Si l’on compare ces résultats et qu’on réécoute la déclaration du Président russe, on perçoit le danger qui menace les démocraties occidentales. Celles-ci concentrent leur action sur les chiffres de l’économie et cherchent, avec très peu de succès parfois, comme en France, à améliorer les conditions de vie individuelles. Elles ignorent quand elles ne rejettent pas les revendications identitaires, les élans patriotiques. Souvent, et particulièrement en Allemagne, le poids du passé inhibe des exigences de bon sens comme la préférence nationale en matière de solidarité. Il n’y a pourtant pas le moindre rapport entre la folie hitlérienne qui a retranché du corps de la nation allemande les 500 000 juifs qui contribuaient à sa force et à son rayonnement et le désir légitime actuel de ne pas être envahi par un nombre d’étrangers suffisamment important pour modifier l’identité culturelle et la manière de vivre d’une nation. Seule, une élite coupée du peuple et de la réalité de sa vie peut fantasmer sur cette confusion et afficher un souverain mépris pour la population en stigmatisant une réaction naturelle et légitime à travers les épithètes de « populiste » ou de « nationaliste ». Lorsque le bon sens se réfugie à l’extrême-droite, évidemment celle-ci peut devenir majoritaire.
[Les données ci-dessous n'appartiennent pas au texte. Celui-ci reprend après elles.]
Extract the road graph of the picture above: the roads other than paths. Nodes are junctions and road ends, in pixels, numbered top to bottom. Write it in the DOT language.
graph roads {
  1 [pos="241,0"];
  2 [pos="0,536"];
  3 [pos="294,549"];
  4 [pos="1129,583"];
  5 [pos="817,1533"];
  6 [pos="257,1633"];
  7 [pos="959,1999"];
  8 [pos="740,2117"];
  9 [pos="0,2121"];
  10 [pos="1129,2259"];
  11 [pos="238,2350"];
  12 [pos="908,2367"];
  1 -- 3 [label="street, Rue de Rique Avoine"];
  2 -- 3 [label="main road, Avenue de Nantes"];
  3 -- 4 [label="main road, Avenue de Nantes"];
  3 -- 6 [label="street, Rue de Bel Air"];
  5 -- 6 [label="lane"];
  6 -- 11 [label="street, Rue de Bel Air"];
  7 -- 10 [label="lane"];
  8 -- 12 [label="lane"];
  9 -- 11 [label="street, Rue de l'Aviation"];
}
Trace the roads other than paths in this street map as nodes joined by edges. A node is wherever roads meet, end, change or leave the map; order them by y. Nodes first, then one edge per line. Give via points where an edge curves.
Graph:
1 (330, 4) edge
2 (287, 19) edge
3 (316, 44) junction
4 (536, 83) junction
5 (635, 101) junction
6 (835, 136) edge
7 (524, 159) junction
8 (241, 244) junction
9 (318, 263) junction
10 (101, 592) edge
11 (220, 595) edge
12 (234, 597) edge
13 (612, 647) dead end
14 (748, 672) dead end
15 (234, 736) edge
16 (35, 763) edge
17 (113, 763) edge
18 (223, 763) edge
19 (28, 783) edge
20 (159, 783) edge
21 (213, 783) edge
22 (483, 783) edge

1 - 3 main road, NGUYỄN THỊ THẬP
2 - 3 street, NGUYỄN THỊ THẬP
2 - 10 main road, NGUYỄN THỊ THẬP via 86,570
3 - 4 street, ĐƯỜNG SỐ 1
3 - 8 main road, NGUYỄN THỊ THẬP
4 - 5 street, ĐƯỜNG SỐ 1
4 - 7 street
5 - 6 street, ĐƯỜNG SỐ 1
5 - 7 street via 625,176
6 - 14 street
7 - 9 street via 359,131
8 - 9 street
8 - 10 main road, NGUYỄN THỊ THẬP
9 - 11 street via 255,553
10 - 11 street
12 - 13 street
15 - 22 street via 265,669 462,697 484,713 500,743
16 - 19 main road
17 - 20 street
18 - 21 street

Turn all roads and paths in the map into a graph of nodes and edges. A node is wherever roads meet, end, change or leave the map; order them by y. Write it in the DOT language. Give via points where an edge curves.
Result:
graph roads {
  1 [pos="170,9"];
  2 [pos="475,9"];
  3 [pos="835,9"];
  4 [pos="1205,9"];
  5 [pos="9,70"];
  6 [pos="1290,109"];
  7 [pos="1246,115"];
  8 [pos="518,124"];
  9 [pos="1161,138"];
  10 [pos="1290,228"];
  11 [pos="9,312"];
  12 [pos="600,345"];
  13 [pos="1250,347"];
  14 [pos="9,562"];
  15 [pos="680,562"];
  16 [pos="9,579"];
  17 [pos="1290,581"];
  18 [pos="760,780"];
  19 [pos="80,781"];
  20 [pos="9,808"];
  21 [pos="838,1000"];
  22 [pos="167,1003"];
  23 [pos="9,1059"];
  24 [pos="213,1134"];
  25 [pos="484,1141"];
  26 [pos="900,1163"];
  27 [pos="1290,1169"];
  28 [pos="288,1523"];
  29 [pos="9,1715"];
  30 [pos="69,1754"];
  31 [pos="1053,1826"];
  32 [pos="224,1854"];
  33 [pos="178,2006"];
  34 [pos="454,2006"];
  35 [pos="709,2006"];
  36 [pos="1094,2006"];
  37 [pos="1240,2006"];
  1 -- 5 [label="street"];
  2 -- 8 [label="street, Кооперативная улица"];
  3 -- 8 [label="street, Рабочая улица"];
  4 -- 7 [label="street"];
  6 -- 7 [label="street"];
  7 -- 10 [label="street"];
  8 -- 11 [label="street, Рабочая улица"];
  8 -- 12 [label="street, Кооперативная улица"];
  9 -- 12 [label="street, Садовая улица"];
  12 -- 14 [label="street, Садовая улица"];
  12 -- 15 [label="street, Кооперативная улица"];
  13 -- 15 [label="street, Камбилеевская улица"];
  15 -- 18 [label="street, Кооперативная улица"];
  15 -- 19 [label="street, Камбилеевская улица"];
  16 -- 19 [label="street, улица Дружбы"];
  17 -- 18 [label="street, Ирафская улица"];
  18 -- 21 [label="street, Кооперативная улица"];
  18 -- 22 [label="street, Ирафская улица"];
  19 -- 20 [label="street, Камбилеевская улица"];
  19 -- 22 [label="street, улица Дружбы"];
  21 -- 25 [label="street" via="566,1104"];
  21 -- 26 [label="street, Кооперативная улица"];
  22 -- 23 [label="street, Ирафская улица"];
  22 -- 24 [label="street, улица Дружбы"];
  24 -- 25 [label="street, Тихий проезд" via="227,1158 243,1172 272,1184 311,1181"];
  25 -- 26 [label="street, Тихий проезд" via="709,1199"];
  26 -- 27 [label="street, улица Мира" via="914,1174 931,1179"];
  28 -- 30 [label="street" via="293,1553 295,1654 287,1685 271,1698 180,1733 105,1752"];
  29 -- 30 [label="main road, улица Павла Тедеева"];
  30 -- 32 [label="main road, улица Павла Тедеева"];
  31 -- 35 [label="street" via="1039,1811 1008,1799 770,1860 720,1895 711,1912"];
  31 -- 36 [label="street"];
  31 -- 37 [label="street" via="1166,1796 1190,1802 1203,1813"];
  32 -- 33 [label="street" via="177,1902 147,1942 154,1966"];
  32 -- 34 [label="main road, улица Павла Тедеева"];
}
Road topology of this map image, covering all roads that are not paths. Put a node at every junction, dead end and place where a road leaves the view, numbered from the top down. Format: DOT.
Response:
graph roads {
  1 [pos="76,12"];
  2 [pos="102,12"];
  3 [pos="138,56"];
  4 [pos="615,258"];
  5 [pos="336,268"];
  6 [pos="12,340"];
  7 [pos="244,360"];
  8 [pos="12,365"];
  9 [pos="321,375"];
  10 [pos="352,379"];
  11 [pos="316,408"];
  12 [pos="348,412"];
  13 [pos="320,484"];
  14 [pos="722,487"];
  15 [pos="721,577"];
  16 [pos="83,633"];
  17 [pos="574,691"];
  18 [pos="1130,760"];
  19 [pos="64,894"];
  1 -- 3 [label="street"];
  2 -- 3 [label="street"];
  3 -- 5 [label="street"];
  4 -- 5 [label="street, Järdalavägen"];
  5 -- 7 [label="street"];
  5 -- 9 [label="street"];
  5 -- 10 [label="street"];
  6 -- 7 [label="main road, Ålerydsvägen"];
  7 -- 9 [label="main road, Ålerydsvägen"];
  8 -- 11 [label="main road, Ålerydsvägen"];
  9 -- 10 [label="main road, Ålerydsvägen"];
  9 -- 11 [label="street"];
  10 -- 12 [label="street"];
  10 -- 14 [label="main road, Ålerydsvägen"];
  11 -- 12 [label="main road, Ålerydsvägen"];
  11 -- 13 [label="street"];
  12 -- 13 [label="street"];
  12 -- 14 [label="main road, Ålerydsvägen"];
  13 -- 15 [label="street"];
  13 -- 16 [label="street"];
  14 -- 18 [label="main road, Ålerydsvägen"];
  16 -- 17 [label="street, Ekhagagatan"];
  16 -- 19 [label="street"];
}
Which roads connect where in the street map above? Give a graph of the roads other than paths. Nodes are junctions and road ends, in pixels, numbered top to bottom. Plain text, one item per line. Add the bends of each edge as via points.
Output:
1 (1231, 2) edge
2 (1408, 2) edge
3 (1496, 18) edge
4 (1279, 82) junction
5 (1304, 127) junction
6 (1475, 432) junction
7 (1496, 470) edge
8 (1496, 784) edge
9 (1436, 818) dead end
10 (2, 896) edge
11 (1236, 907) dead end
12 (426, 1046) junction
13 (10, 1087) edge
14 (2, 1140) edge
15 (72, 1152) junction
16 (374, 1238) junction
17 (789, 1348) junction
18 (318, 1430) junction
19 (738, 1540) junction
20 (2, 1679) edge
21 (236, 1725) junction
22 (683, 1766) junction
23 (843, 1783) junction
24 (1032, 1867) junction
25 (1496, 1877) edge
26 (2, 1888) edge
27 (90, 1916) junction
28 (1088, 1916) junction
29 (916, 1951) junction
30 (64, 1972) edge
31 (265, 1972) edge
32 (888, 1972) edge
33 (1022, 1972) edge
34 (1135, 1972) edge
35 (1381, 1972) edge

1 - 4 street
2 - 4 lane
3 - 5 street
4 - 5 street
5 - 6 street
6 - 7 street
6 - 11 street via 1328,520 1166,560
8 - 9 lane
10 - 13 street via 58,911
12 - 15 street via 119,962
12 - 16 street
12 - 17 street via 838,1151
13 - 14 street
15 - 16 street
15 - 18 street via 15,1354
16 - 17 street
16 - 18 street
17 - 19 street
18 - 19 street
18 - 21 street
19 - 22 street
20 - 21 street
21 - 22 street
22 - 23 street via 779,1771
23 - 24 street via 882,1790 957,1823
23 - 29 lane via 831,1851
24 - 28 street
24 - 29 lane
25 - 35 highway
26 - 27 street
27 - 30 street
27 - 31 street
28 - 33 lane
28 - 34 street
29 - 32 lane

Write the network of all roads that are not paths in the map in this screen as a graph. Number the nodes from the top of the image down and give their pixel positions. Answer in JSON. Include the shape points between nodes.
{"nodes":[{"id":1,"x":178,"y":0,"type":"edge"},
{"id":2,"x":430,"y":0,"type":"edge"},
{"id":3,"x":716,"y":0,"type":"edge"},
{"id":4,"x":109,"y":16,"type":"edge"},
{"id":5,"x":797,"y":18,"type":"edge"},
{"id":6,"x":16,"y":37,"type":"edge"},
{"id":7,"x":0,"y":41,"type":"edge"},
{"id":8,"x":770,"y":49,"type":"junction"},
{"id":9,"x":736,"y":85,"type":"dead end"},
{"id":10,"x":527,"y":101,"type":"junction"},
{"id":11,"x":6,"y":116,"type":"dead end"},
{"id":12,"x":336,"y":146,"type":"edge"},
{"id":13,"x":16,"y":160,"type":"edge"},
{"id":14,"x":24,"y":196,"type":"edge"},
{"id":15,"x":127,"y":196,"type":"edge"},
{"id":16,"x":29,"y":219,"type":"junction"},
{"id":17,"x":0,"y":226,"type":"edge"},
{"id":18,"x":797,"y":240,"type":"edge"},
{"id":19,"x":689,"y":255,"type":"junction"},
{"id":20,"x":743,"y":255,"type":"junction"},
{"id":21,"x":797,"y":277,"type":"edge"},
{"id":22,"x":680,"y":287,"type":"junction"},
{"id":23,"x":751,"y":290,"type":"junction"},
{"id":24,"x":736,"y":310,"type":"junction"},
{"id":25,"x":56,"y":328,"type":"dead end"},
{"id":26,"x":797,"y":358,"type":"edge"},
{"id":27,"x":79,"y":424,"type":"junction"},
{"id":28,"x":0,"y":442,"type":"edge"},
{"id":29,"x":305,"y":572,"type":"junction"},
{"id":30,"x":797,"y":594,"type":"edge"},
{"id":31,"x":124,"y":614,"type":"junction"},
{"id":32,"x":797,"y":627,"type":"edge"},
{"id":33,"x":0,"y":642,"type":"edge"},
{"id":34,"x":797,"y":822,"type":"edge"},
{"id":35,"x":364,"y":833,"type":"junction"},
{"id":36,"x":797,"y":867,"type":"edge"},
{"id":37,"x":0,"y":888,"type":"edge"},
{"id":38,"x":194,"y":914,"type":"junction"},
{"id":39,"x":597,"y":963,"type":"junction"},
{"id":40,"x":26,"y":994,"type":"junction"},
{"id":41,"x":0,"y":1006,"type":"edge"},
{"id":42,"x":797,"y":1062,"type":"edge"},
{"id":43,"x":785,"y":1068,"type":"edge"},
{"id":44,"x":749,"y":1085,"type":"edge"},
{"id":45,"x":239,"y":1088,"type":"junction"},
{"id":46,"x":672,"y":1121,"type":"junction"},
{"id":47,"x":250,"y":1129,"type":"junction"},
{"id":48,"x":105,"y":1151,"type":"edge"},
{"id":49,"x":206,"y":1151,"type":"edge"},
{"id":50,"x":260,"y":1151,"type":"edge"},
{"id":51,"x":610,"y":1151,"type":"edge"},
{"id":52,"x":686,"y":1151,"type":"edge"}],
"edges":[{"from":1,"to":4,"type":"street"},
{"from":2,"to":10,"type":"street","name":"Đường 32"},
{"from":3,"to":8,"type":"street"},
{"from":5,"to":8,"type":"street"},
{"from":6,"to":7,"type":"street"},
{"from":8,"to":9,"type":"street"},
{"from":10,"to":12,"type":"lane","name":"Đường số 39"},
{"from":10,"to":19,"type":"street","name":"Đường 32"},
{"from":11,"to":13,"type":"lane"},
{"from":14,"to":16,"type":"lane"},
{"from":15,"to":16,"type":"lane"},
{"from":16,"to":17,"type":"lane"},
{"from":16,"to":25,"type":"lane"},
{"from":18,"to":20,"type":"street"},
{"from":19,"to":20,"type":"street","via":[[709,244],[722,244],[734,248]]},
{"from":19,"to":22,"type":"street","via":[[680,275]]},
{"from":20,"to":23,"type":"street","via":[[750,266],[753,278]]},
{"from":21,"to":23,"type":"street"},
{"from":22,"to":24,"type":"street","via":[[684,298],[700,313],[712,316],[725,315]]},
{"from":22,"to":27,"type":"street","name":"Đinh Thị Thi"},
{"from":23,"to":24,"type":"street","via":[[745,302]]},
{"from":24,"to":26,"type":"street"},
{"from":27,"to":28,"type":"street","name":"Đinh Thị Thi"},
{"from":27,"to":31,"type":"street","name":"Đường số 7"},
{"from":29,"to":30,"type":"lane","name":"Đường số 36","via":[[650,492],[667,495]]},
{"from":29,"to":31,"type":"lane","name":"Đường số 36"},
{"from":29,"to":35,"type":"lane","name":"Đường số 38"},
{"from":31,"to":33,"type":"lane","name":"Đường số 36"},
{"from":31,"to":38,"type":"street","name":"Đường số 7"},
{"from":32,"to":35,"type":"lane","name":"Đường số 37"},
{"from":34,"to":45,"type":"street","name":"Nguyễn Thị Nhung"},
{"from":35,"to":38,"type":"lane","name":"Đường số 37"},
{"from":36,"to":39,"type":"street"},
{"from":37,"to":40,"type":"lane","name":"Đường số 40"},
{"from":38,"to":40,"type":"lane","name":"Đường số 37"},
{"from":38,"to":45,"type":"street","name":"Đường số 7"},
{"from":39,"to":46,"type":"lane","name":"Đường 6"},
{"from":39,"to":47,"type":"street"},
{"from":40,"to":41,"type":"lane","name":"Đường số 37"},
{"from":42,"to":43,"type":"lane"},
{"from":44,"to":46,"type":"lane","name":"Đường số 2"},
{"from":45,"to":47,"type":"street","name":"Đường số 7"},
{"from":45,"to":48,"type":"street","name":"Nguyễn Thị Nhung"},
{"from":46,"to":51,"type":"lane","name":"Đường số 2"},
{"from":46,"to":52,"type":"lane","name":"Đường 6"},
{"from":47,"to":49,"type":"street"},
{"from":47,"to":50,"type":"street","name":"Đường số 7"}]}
Mais la faute en revient entièrement aux caciques des partis de pouvoir, qui font le spectacle, comme on le voit dans les « primaires » de LR, et ne semblent s’intéresser au peuple que le temps d’une élection pour regagner leur quartier privilégié dans l’heure qui suit. Hier, ils se sont bousculés lors de l’hommage rendu aux victimes des attentats. Alors que des doutes grandissent quant aux mesures prises pour protéger les victimes des attentats, qui ne voit que cette commémoration se situait dans la perspective des élections présidentielles avec l’inévitable discours du Président et sans doute candidat ?
Un peu partout dans nos démocraties, en Europe comme aux Etats-Unis, monte la fatigue des peuples. Manifestement les Russes ne sont pas fatigués d’un Président qui les écoute et fait valoir avant tout les intérêts de la Russie.